The costs in New York are also vague, but the New York Times reports that a $1bn programme is making 25 stations accessible. These are predominantly large interchanges. The entire network, with around 350 stations outstanding, would need $10bn, or about the same cost per station as Boston.
Although the costs in London and Paris seem lower than those in Boston, accessibility on these networks lags behind Boston, and Paris lags behind even New York. This is the legacy of different national accessibility laws. The USA passed the Americans with Disabilities Act in 1990, and accessibility investments began even earlier, some going back to metros built in the 1970s. London prohibited wheelchairs on the Underground until 1993 for reasons of fire safety, and the UK began passing accessibility laws in 1995, continuing until the Equality Act of 2010. France only passed the Handicap Law in 2005. The USA thus had a substantial head start on Europe.

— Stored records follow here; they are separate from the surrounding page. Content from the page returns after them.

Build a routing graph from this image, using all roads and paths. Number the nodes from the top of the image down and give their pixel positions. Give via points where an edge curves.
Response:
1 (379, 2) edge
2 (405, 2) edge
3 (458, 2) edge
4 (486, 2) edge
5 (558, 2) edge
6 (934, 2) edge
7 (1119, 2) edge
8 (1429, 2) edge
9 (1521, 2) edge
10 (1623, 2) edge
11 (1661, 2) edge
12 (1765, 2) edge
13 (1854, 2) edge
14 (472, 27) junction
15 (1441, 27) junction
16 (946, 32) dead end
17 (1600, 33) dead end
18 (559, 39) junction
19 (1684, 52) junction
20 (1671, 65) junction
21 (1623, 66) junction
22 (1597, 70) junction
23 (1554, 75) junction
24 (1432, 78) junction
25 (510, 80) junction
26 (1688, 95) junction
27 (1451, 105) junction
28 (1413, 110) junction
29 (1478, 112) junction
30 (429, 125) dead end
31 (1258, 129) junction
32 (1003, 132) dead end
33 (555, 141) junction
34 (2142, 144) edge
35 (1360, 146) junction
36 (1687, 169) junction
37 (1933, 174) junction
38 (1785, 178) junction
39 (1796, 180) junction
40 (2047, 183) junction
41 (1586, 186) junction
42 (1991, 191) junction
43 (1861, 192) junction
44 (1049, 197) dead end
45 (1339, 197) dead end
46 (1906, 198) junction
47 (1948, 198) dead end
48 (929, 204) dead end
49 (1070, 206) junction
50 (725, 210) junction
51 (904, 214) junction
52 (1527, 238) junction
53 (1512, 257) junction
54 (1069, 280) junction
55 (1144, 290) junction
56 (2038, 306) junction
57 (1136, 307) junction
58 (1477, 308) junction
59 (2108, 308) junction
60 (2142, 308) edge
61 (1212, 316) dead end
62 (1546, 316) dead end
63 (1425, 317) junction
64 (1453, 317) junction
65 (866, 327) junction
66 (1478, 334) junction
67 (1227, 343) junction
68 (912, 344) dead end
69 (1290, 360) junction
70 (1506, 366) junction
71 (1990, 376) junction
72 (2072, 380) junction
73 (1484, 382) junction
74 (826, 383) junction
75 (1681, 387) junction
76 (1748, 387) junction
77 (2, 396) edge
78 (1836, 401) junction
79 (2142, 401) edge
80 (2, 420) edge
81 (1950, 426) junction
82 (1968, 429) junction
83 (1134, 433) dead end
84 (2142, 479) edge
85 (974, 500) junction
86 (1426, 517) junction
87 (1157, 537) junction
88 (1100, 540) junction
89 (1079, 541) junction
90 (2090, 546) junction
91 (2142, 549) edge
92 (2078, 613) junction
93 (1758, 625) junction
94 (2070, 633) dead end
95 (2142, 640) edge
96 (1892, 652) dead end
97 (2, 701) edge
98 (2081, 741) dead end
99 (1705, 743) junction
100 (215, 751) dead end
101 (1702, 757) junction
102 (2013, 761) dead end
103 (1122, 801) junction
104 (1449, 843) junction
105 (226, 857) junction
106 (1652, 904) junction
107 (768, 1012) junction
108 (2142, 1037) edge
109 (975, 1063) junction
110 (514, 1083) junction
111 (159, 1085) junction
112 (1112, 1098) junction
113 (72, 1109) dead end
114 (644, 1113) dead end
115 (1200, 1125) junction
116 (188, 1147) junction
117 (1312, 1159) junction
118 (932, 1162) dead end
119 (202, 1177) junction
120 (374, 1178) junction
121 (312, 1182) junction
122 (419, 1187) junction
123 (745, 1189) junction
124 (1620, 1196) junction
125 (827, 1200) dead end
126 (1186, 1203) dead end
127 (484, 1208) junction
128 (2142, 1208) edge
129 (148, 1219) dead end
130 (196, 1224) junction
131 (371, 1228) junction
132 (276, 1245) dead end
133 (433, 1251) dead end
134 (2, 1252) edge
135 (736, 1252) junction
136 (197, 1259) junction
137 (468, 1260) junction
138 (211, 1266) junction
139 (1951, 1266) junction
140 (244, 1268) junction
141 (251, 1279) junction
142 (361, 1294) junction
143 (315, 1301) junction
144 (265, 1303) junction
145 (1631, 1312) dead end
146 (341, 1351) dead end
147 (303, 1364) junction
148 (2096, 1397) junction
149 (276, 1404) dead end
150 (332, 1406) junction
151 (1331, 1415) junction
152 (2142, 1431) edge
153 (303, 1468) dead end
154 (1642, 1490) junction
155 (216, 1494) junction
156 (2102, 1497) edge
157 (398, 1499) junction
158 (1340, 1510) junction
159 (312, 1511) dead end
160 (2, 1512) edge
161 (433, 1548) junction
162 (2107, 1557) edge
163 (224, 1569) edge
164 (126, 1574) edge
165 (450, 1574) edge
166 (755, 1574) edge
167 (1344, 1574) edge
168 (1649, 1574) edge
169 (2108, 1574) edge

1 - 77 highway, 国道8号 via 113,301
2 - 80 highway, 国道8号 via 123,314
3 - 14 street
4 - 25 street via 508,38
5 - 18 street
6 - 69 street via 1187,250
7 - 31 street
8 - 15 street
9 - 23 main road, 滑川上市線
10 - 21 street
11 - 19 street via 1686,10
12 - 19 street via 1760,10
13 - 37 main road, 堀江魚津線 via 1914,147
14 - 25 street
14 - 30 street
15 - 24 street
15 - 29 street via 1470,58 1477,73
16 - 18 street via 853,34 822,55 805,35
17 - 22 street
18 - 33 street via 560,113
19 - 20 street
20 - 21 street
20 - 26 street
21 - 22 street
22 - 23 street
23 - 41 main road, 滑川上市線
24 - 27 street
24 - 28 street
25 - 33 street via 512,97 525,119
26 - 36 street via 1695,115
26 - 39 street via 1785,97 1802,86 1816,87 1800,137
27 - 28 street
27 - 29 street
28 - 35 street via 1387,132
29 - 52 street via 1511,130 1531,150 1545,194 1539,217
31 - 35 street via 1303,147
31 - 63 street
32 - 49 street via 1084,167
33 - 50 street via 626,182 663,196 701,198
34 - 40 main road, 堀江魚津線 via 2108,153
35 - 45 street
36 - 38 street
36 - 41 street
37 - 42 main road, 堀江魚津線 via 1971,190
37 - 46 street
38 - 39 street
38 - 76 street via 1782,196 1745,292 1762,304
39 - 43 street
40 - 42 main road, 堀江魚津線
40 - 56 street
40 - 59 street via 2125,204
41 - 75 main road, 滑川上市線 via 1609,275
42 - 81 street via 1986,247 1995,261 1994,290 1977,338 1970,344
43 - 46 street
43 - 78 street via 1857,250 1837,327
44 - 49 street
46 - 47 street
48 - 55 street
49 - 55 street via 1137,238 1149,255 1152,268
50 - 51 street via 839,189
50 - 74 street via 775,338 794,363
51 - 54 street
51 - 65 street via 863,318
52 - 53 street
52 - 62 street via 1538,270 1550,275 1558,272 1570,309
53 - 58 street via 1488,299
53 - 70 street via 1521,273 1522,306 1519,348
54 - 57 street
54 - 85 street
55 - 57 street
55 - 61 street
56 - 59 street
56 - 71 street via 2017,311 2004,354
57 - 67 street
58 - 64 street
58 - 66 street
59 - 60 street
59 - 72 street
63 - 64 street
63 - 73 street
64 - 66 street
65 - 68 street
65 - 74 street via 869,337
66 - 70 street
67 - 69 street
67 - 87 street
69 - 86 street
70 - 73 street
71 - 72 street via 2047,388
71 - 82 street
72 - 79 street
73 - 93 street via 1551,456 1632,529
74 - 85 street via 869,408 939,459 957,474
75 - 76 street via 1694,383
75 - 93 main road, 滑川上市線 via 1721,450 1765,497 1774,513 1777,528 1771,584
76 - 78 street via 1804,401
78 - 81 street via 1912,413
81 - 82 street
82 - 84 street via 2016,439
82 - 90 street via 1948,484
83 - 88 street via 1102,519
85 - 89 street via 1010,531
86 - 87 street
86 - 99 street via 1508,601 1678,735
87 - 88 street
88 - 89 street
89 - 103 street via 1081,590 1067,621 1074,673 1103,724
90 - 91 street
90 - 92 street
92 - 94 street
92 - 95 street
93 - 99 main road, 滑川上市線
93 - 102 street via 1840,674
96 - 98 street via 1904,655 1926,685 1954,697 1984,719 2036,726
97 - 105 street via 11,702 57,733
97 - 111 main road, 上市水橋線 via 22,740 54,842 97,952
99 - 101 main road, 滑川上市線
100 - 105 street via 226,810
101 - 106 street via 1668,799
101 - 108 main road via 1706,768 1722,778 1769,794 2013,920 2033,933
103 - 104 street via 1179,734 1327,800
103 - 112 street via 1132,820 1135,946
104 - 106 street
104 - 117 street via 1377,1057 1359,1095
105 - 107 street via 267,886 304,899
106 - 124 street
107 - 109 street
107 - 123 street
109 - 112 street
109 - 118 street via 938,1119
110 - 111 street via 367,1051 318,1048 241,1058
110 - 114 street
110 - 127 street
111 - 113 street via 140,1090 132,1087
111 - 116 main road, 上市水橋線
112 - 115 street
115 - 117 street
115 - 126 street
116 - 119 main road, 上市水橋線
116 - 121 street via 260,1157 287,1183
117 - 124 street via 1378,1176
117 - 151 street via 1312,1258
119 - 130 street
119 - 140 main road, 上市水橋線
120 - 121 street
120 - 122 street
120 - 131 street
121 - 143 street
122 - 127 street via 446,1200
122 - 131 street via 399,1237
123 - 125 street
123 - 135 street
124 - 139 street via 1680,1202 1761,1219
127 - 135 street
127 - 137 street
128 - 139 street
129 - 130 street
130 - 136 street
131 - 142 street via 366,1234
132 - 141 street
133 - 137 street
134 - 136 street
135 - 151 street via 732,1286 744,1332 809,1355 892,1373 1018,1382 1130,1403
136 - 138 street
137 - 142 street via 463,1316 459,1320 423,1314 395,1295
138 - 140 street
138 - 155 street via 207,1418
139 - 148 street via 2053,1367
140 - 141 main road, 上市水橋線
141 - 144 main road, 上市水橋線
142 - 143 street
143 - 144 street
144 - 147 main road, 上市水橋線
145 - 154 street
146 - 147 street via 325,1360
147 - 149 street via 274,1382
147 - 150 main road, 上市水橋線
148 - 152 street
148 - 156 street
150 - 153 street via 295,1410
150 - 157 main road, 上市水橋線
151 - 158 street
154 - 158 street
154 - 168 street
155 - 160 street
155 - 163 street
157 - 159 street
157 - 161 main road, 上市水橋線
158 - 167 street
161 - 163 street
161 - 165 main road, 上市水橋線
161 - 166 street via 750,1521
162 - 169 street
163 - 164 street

The positive news for the oldest European metros is that they can retrofit accessibility more affordably than Boston did. Not only do costs per station appear lower, but ridership is higher. Annual ridership in Boston is 165 million passengers per year on the Orange, Blue, and Red lines. Spread across 53 stations, this is 3·1 million passengers per station. This compares with about 5 million in London and Paris. The Berlin U-Bahn, on which around half the stations are accessible, has 3 million passengers per station.
Thus, even with the expense of accessibility retrofits, old metros can afford to install system-wide step-free access over time. Boston is not the cheapest city in which to build, nor does it have the most favourable pre-existing infrastructure. But due to strict American accessibility laws, over time it has made its heavy metro lines almost entirely accessible, and is moving on to its light rail line.